The CXL 2.0 spec supported memory pooling to dynamically allocate and de-allocate memory regions to different hosts, thus allowing a single storage device to be subdivided into multiple segments, but each region could only be assigned to one host. CXL 3.0 adds memory sharing, which allows data regions to be shared between multiple hosts via hardware coherency. This works by placing data in the host cache with the added hardware cache coherency to ensure each host sees the most up-to-date information.
The CXL spec breaks devices into different classes: Type 1 devices are accelerators that lack local memory, Type 2 devices are accelerators with their own memory (like GPUs, FPGAs, and ASICs with DDR or HBM), and Type 3 devices consist of memory devices. In addition, CXL now supports mixing and matching these types of devices on a single host root port, tremendously expanding the number of options for complex topologies like those we cover below.

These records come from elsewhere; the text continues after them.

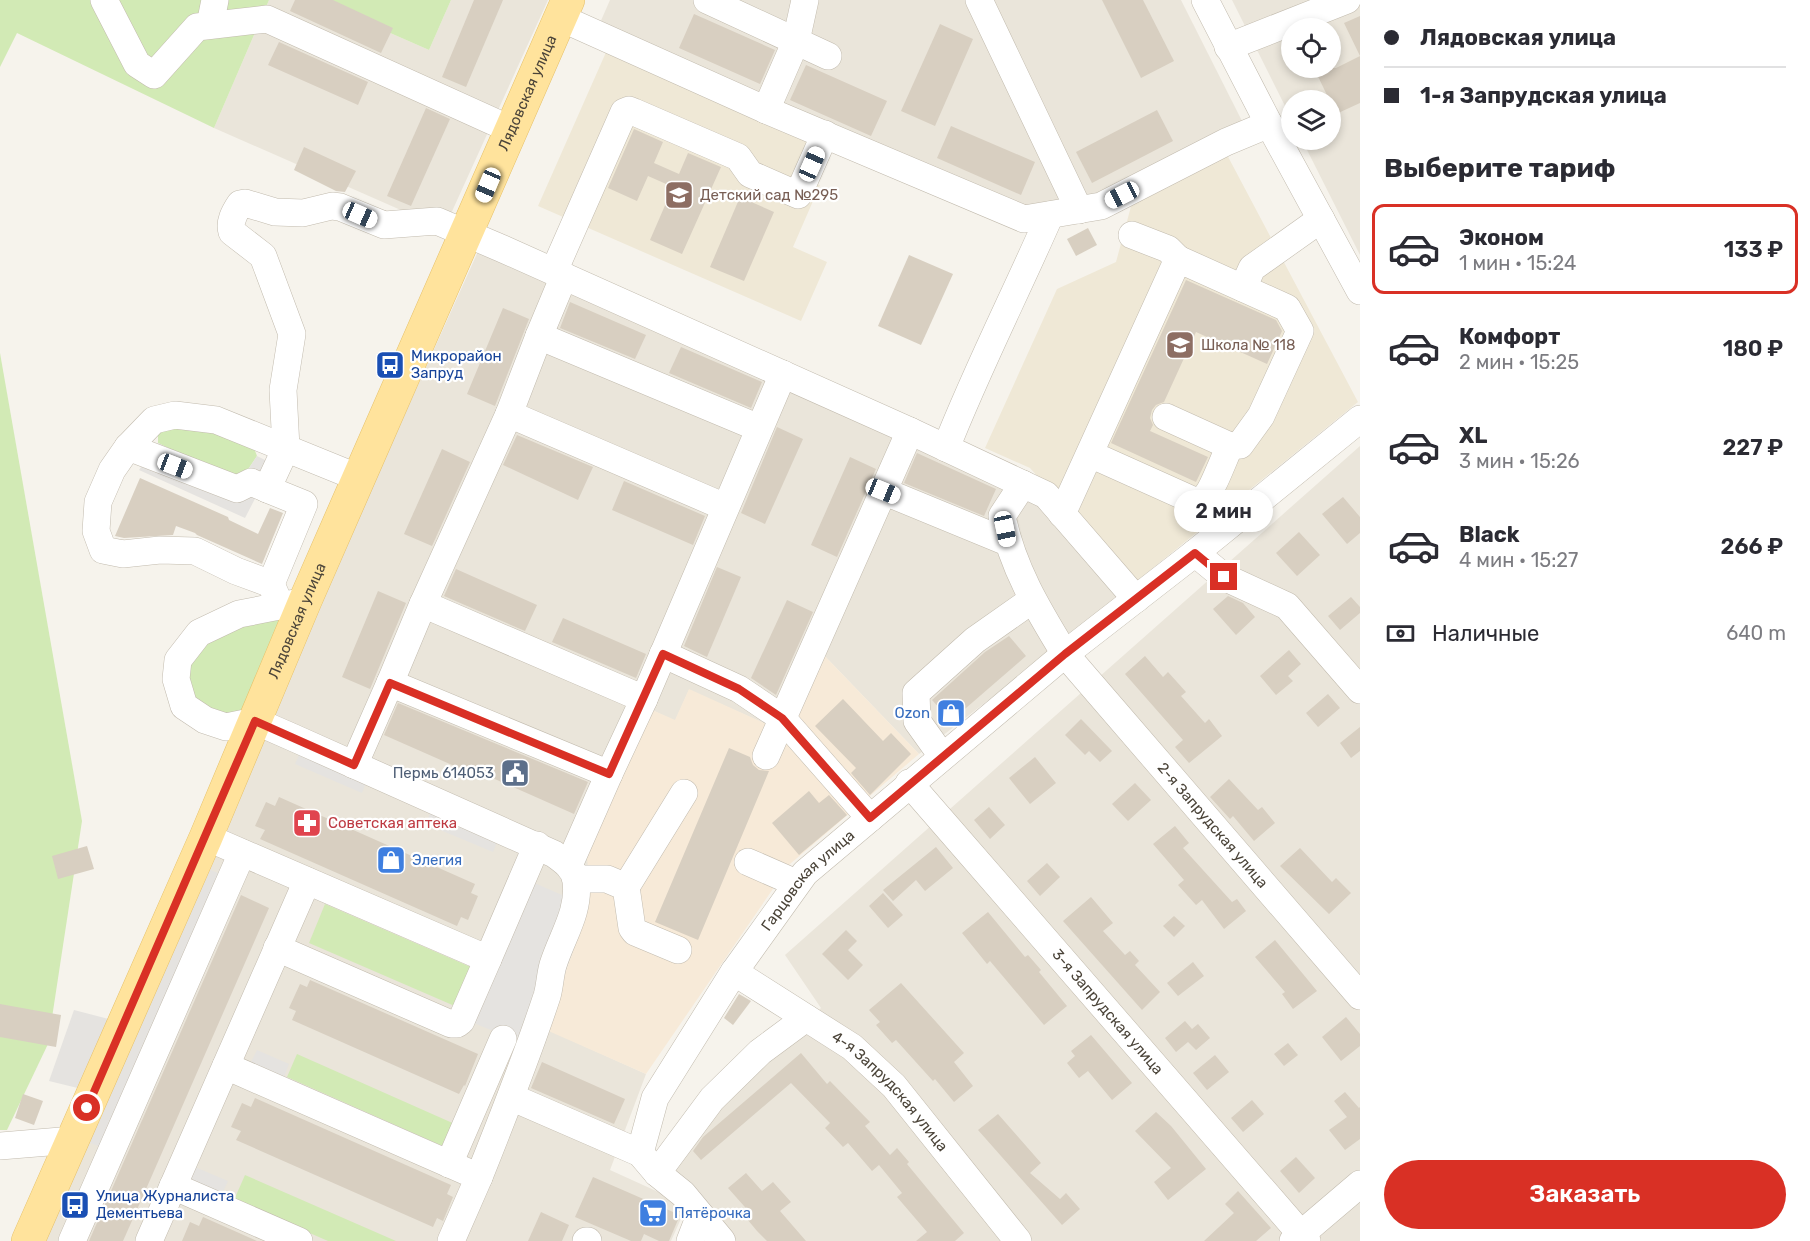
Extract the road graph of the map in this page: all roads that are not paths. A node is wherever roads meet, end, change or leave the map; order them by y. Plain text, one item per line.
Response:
1 (104, 0) edge
2 (707, 0) edge
3 (805, 0) edge
4 (980, 0) edge
5 (1205, 0) edge
6 (1347, 0) edge
7 (562, 6) edge
8 (212, 13) edge
9 (796, 41) junction
10 (1228, 46) junction
11 (828, 56) dead end
12 (766, 110) junction
13 (1269, 124) junction
14 (512, 130) junction
15 (825, 134) junction
16 (1079, 210) junction
17 (1050, 215) junction
18 (1321, 219) junction
19 (467, 233) junction
20 (1132, 235) dead end
21 (1178, 259) junction
22 (559, 274) junction
23 (1243, 288) junction
24 (1360, 291) edge
25 (539, 336) junction
26 (783, 374) junction
27 (509, 414) junction
28 (1166, 417) dead end
29 (1360, 419) edge
30 (759, 428) junction
31 (910, 431) junction
32 (1230, 446) junction
33 (128, 447) junction
34 (286, 448) junction
35 (946, 448) junction
36 (1090, 454) junction
37 (359, 478) junction
38 (1023, 484) junction
39 (267, 489) junction
40 (883, 491) junction
41 (725, 507) junction
42 (1062, 514) junction
43 (1007, 542) junction
44 (1195, 553) junction
45 (285, 596) junction
46 (1136, 599) junction
47 (1032, 600) junction
48 (423, 604) junction
49 (663, 654) junction
50 (1065, 654) junction
51 (390, 683) junction
52 (1360, 690) edge
53 (644, 699) junction
54 (782, 718) junction
55 (255, 721) junction
56 (766, 756) dead end
57 (942, 756) junction
58 (354, 765) junction
59 (609, 774) junction
60 (909, 783) junction
61 (684, 793) dead end
62 (870, 818) junction
63 (206, 837) junction
64 (537, 846) junction
65 (242, 853) junction
66 (748, 862) dead end
67 (573, 872) junction
68 (307, 881) junction
69 (796, 883) junction
70 (626, 887) junction
71 (277, 948) junction
72 (678, 950) dead end
73 (488, 959) junction
74 (734, 972) junction
75 (1360, 996) edge
76 (806, 1018) junction
77 (461, 1021) junction
78 (503, 1039) junction
79 (528, 1050) junction
80 (226, 1066) junction
81 (511, 1097) junction
82 (73, 1140) junction
83 (0, 1146) edge
84 (639, 1153) junction
85 (449, 1164) junction
86 (657, 1173) junction
87 (479, 1177) junction
88 (1360, 1184) edge
89 (173, 1186) junction
90 (700, 1215) junction
91 (1300, 1239) edge
92 (28, 1241) edge
93 (72, 1241) edge
94 (149, 1241) edge
95 (299, 1241) edge
96 (451, 1241) edge
97 (690, 1241) edge
98 (722, 1241) edge
99 (1018, 1241) edge

1 - 8 street
2 - 9 street
3 - 9 street
4 - 16 street
5 - 10 street
6 - 10 street
7 - 12 street
7 - 14 main road, Лядовская улица
8 - 14 street
9 - 11 street
9 - 12 street
10 - 13 street
12 - 15 street
13 - 16 street
13 - 18 street
14 - 19 main road, Лядовская улица
15 - 17 street
15 - 22 street
16 - 17 street
17 - 35 street
18 - 23 street
18 - 24 street
19 - 22 street
19 - 34 street
19 - 37 main road, Лядовская улица
20 - 21 street
21 - 23 street
21 - 36 street
22 - 25 street
22 - 26 street
23 - 32 street
25 - 27 street
25 - 30 street
26 - 30 street
26 - 31 street
27 - 41 street
27 - 48 street
28 - 32 street
29 - 44 street, Гарцовская улица
30 - 41 street
31 - 35 street
31 - 40 street
32 - 36 street
33 - 34 street
33 - 39 street
33 - 45 street
34 - 37 street
34 - 39 street
35 - 38 street
36 - 42 street
37 - 45 main road, Лядовская улица
38 - 42 street
38 - 43 street, 2-я Запрудская улица
39 - 45 street
40 - 43 street
40 - 54 street
41 - 49 street
42 - 46 street
43 - 47 street, 2-я Запрудская улица
44 - 46 street, Гарцовская улица
44 - 52 street
45 - 55 main road, Лядовская улица
45 - 55 street
46 - 50 street, Гарцовская улица
47 - 50 street, 2-я Запрудская улица
47 - 57 street
48 - 51 street
48 - 53 street
49 - 53 street
49 - 54 street
50 - 57 street, Гарцовская улица
50 - 75 street, 2-я Запрудская улица
51 - 58 street
51 - 59 street
53 - 59 street
54 - 56 street
54 - 62 street
55 - 58 street
55 - 63 main road, Лядовская улица
57 - 60 street, Гарцовская улица
58 - 64 street
59 - 67 street
60 - 62 street, Гарцовская улица
60 - 91 street, 3-я Запрудская улица
61 - 70 street
62 - 69 street, Гарцовская улица
63 - 65 street
63 - 82 main road, Лядовская улица
64 - 67 street
64 - 73 street
65 - 68 street
65 - 93 street
66 - 69 street
67 - 70 street
67 - 79 street
68 - 71 street
68 - 73 street
69 - 74 street, Гарцовская улица
70 - 72 street
71 - 77 street
71 - 80 street
73 - 77 street
74 - 76 street, 4-я Запрудская улица
74 - 84 street, Гарцовская улица
76 - 86 street
76 - 99 street, 4-я Запрудская улица
77 - 78 street
78 - 79 street
78 - 85 street
79 - 81 street
80 - 85 street
80 - 89 street
81 - 84 street
81 - 87 street
82 - 83 street
82 - 92 main road, Лядовская улица
84 - 86 street
85 - 87 street
86 - 90 street
87 - 96 street
88 - 91 street
89 - 94 street
89 - 95 street
90 - 97 street
90 - 98 street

The updated spec also supports direct peer-to-peer (P2P) messaging between attached devices to remove the host CPU from the communication path, thus reducing overhead and latency. This type of connection allows a new level of flexibility for accelerator-to-memory and accelerator-to-accelerator communication.
The CXL spec now allows cascading multiple switches inside a single topology, thus expanding the number of connected devices and the complexity of the fabric to include non-tree topologies, like Spine/Leaf, mesh- and ring-based architectures.
A new Port Based Routing (PBR) feature provides a scalable addressing mechanism that supports up to 4,096 nodes. Each node can be any of the existing three types of devices or the new Global Fabric Attached Memory (GFAM) device. The GFAM device is a memory device that can use the PBR mechanism to allow for memory sharing between hosts. This device supports using different types of memory, like persistent memory and DRAM, together in a single device.
The new CXL spec expands the use cases for the interconnect drastically to encompass large disaggregated systems at rack scale (and perhaps beyond). Naturally, these types of features beg the question of if this would be feasible for more storage-centric purposes, like connecting to an all-flash storage appliance, for instance, and we're told the spec has begun to garner some interest for those types of uses as well.
The consortium also tells us that it sees intense interest from its members in using DDR4 memory pools to sidestep the cost of DDR5 in next-gen servers. In this way, hyperscalers can use DDR4 memory that they already have (and would otherwise discard) to create large flexible pools of memory paired with DDR5 server chips that can't accommodate the cheaper DDR4 memory. That type of flexibility highlights just one of the many the advantages of the CXL 3.0 specification, which will release to the public today.